##### Exercise data

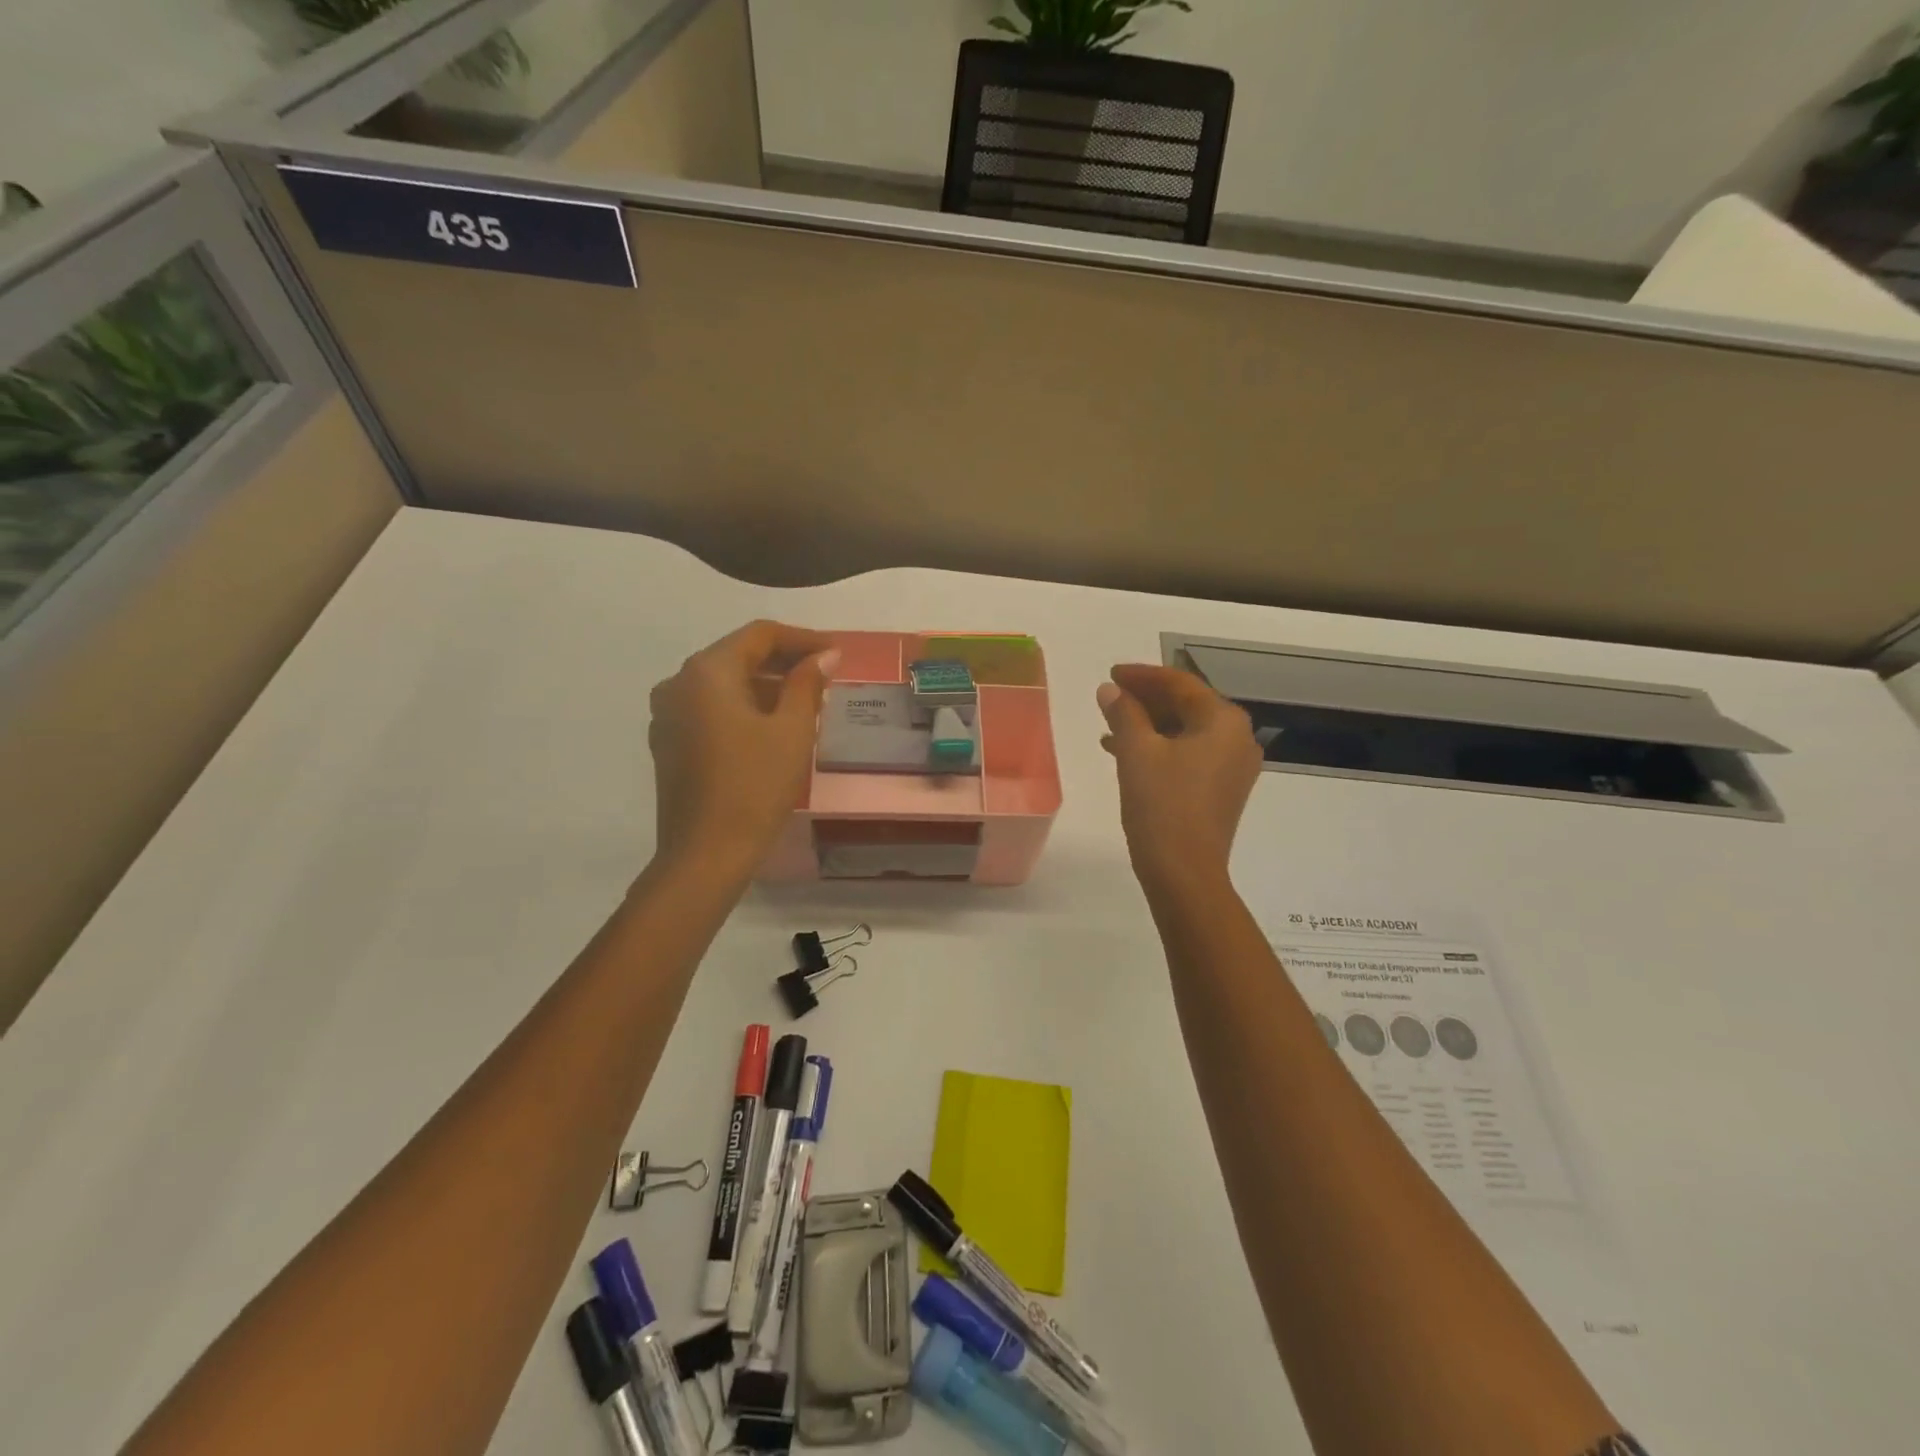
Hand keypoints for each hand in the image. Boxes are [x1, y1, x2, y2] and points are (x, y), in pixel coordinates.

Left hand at [648, 621, 837, 880]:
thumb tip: (824, 655)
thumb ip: (807, 684)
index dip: (802, 638)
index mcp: (706, 672)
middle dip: (783, 661)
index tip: (835, 652)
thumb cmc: (754, 786)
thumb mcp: (791, 731)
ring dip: (764, 685)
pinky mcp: (669, 744)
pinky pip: (710, 710)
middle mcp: (678, 684)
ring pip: (724, 685)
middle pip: (737, 656)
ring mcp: (667, 716)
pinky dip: (743, 708)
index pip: (759, 635)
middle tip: (824, 675)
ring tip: (804, 702)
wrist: (706, 855)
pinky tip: (771, 727)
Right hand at [1097, 664, 1261, 896]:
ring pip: (1186, 730)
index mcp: (1223, 721)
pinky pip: (1189, 754)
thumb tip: (1110, 690)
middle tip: (1110, 696)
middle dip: (1146, 699)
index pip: (1180, 684)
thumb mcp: (1136, 752)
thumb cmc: (1162, 805)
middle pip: (1187, 705)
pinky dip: (1160, 747)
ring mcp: (1232, 767)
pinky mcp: (1221, 789)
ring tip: (1110, 724)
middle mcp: (1237, 738)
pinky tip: (1126, 753)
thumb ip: (1123, 713)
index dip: (1142, 676)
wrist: (1184, 872)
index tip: (1111, 673)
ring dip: (1149, 723)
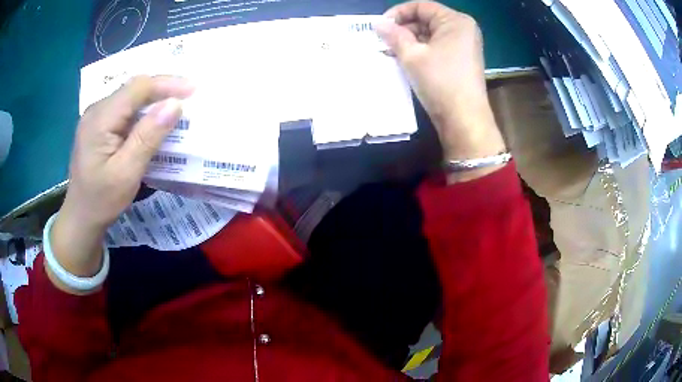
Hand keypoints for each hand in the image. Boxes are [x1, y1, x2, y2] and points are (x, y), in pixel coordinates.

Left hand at [49, 76, 193, 288]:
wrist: (81, 217)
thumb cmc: (102, 200)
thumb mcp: (127, 172)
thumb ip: (148, 136)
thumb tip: (175, 104)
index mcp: (100, 119)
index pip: (137, 88)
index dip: (167, 84)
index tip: (193, 89)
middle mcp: (96, 109)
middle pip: (134, 88)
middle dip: (163, 89)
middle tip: (188, 96)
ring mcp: (96, 116)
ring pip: (130, 96)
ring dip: (154, 99)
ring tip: (176, 106)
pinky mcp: (99, 125)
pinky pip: (125, 108)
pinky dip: (143, 111)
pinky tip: (153, 119)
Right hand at [376, 1, 506, 177]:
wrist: (464, 119)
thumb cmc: (440, 82)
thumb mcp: (412, 55)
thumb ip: (394, 35)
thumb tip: (378, 23)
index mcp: (456, 21)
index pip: (421, 6)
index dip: (398, 13)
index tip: (381, 26)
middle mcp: (463, 29)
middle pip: (426, 19)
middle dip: (403, 29)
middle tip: (383, 42)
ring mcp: (464, 45)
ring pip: (430, 34)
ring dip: (409, 41)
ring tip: (391, 52)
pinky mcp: (461, 60)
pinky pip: (437, 47)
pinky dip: (421, 51)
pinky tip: (405, 60)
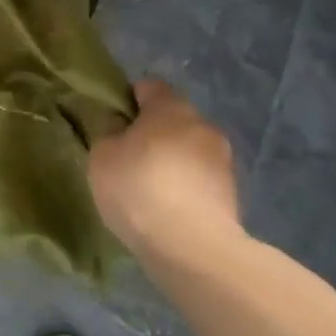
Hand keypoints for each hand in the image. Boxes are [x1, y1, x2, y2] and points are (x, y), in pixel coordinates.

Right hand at [88, 80, 239, 257]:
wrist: (193, 248)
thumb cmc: (139, 189)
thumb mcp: (102, 156)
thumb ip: (109, 132)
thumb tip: (121, 125)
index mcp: (170, 107)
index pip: (149, 87)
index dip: (130, 101)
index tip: (115, 125)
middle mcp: (202, 124)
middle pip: (173, 118)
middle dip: (154, 133)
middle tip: (130, 159)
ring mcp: (222, 159)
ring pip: (190, 149)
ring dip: (173, 161)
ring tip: (151, 190)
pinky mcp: (233, 193)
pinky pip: (201, 178)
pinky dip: (187, 186)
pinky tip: (170, 210)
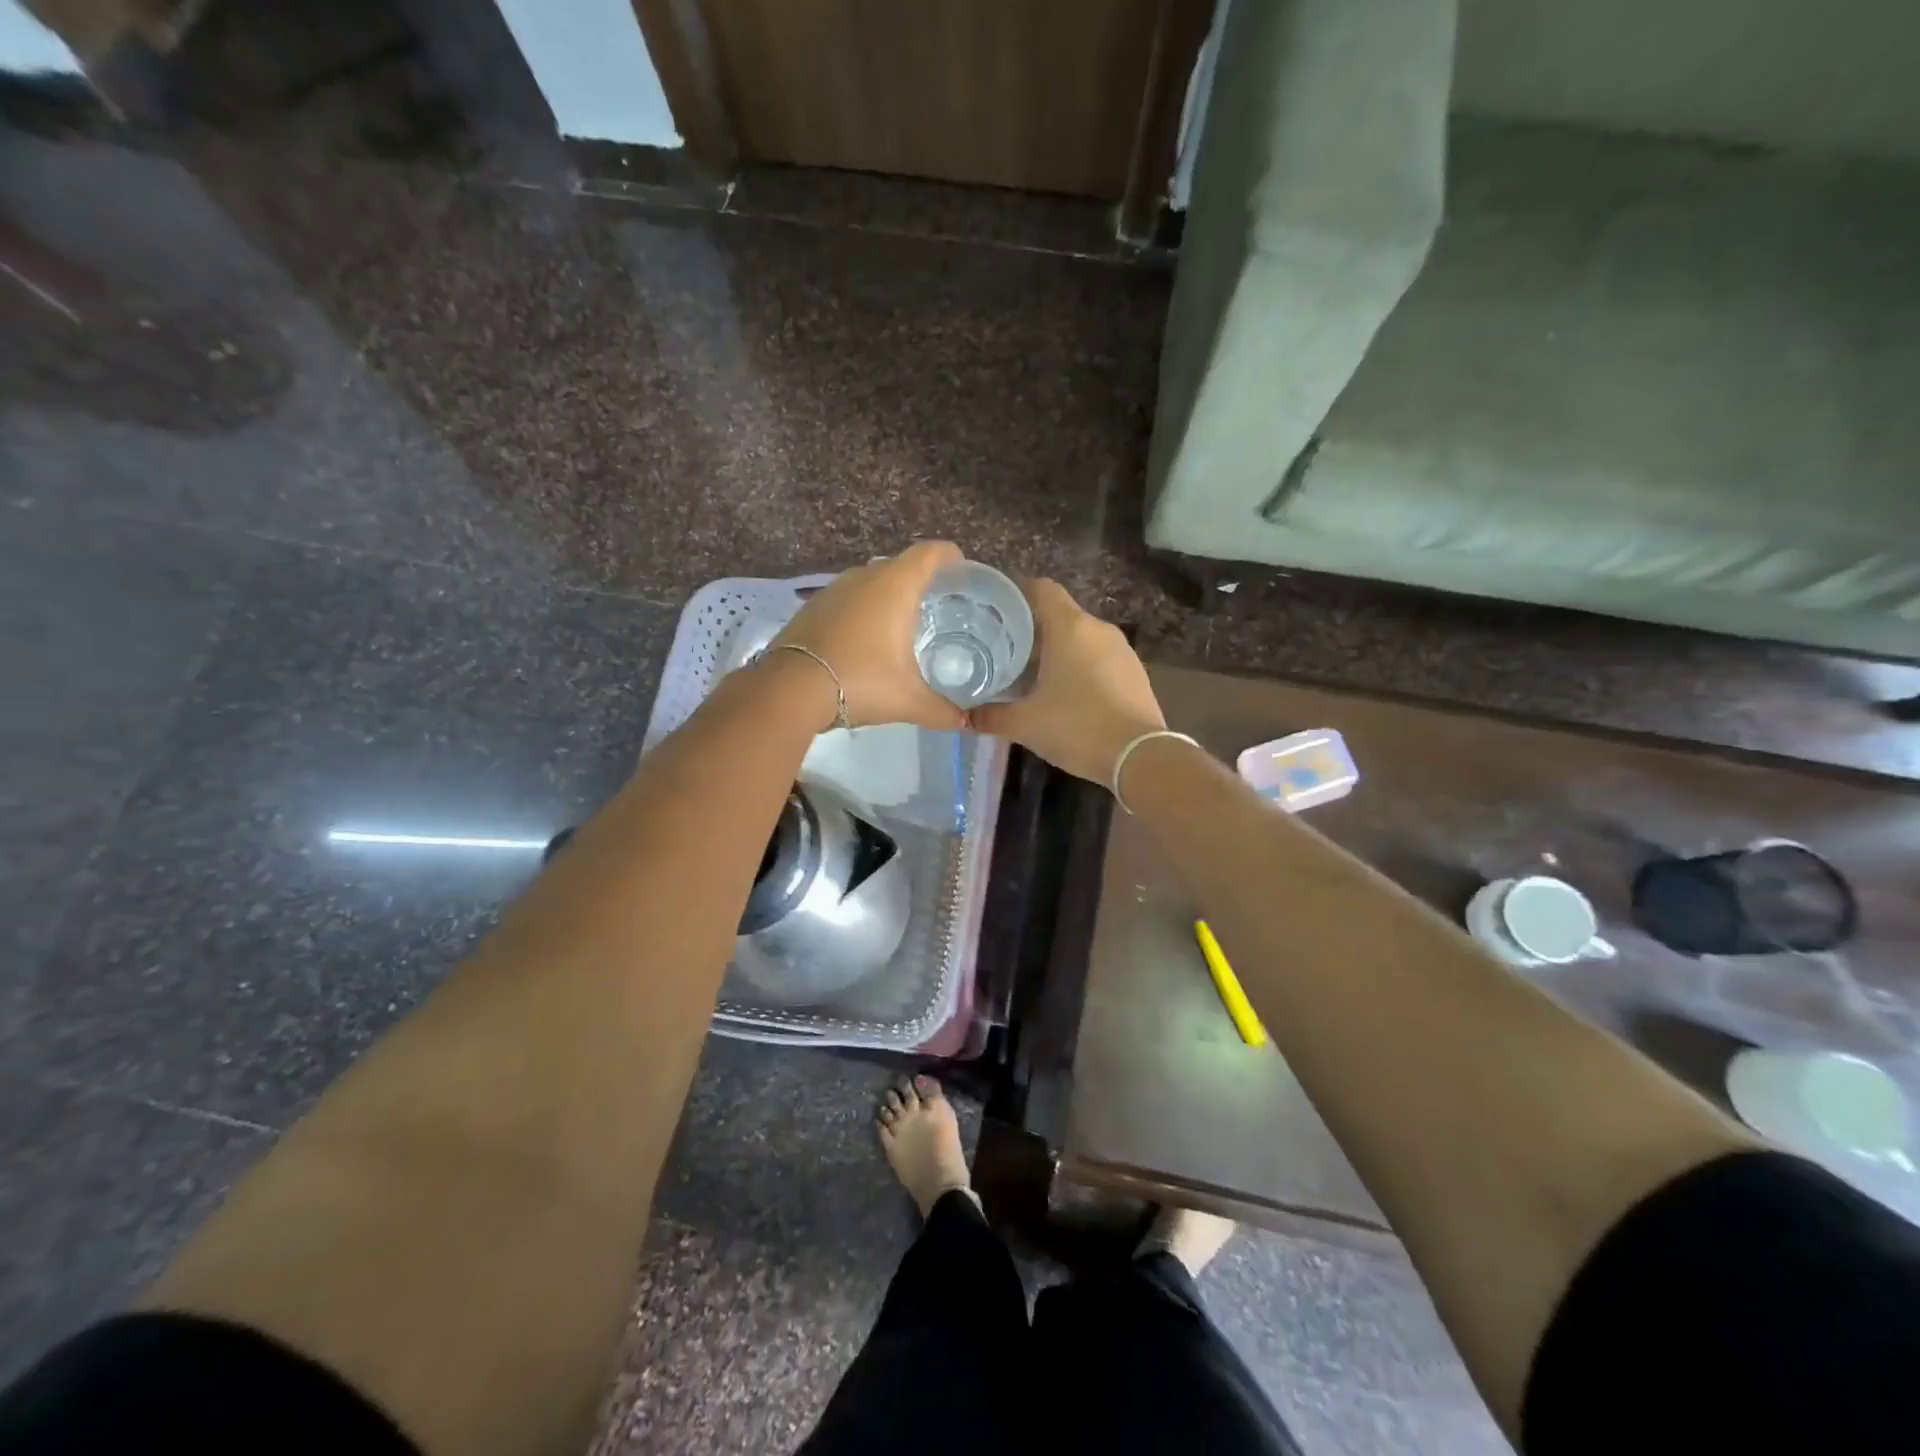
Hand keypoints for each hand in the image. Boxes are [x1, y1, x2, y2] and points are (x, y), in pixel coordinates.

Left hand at [767, 541, 967, 730]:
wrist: (790, 689)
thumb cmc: (860, 682)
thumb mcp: (908, 701)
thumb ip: (941, 710)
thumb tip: (964, 722)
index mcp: (895, 587)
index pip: (929, 553)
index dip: (949, 555)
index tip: (961, 567)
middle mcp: (864, 578)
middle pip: (900, 564)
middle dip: (920, 578)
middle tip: (938, 602)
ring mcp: (834, 590)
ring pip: (870, 580)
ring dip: (888, 593)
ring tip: (903, 620)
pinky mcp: (813, 607)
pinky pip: (848, 598)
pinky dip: (862, 608)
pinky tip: (866, 636)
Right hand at [970, 579, 1165, 784]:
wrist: (1140, 757)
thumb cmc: (1077, 728)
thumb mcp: (1025, 724)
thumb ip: (991, 716)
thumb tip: (965, 715)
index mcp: (1070, 627)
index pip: (1041, 589)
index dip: (1016, 594)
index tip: (994, 613)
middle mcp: (1098, 629)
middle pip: (1059, 615)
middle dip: (1031, 630)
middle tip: (1002, 651)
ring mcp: (1121, 650)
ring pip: (1080, 638)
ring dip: (1056, 650)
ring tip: (1030, 675)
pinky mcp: (1134, 672)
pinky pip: (1098, 658)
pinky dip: (1078, 666)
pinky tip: (1064, 693)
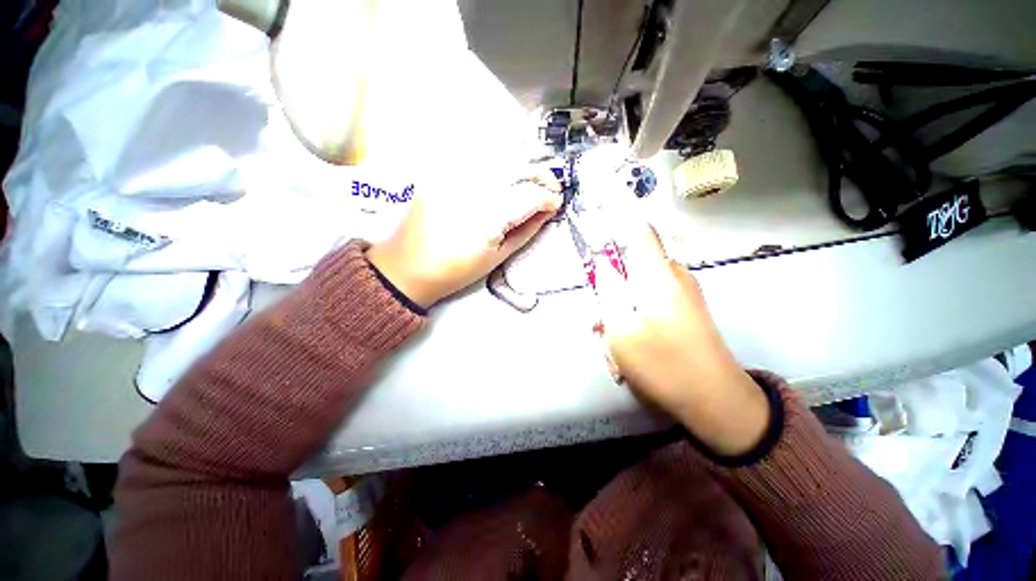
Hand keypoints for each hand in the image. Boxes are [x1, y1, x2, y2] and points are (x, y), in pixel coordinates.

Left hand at [367, 169, 561, 308]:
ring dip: (521, 166)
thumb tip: (547, 212)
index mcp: (487, 216)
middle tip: (550, 188)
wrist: (408, 267)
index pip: (529, 195)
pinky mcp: (440, 172)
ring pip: (499, 156)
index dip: (549, 197)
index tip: (557, 203)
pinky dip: (496, 163)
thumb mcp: (498, 256)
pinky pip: (475, 159)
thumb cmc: (456, 270)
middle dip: (541, 175)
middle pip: (517, 167)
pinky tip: (503, 176)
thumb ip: (527, 230)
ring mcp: (452, 175)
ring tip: (529, 182)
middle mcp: (470, 187)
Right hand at [594, 224, 769, 456]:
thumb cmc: (662, 363)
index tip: (598, 217)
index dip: (618, 218)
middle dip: (609, 290)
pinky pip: (648, 306)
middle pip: (629, 267)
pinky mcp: (683, 311)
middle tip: (598, 325)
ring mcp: (680, 294)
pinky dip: (633, 323)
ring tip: (614, 348)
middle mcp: (671, 276)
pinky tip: (629, 352)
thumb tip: (603, 264)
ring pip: (635, 290)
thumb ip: (608, 290)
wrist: (715, 402)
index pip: (638, 230)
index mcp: (656, 274)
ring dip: (618, 314)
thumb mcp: (621, 327)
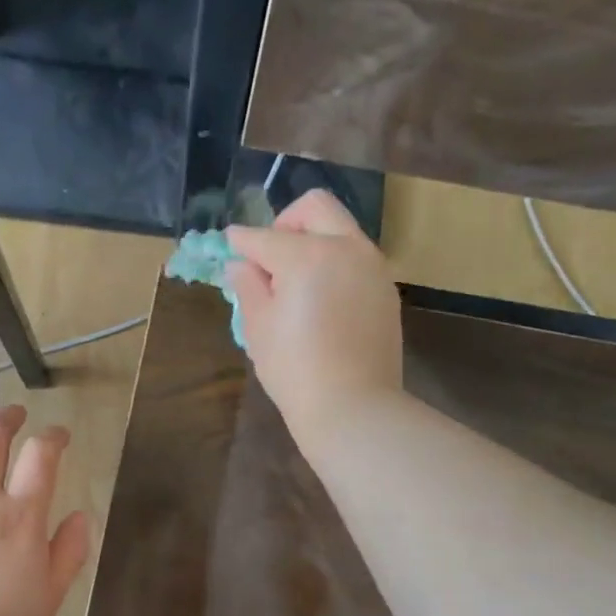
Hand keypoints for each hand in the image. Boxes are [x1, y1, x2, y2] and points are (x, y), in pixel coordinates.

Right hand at [227, 189, 402, 442]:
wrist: (353, 408)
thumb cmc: (295, 370)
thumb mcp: (258, 327)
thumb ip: (248, 286)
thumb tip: (241, 265)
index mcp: (308, 254)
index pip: (265, 237)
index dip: (241, 241)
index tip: (229, 245)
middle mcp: (346, 248)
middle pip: (315, 207)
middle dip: (286, 223)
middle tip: (271, 258)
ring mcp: (373, 268)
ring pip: (341, 230)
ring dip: (315, 242)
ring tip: (295, 284)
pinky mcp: (386, 291)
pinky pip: (356, 260)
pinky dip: (335, 266)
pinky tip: (321, 301)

##########

* Problem description: Transcribe the records above exactly, beginning at the line that contains "wrist: (408, 267)" and ending with the line that contains "middle mcp: (671, 276)", both included, and nothing else.

* Your solution:
wrist: (408, 267)
index pip: (529, 195)
pinky mcp: (440, 172)
ring pip: (499, 156)
index dip: (549, 197)
index tip: (557, 203)
pinky dip: (496, 163)
thumb mcp: (498, 256)
pinky pip: (475, 159)
thumb cmc: (456, 270)
middle dip: (541, 175)
middle pip: (517, 167)
pinky tip: (503, 176)
thumb ip: (527, 230)
ring mcp: (452, 175)
ring tip: (529, 182)
middle mcp: (470, 187)
Right hand at [594, 224, 769, 456]:
thumb cmc: (662, 363)
index tip: (598, 217)
index dip: (618, 218)
middle dip: (609, 290)
pinky pip: (648, 306)
middle pip: (629, 267)
pinky mcp: (683, 311)
middle tip: (598, 325)
ring mcp: (680, 294)
pinky dip: (633, 323)
ring tip: (614, 348)
middle mcp: (671, 276)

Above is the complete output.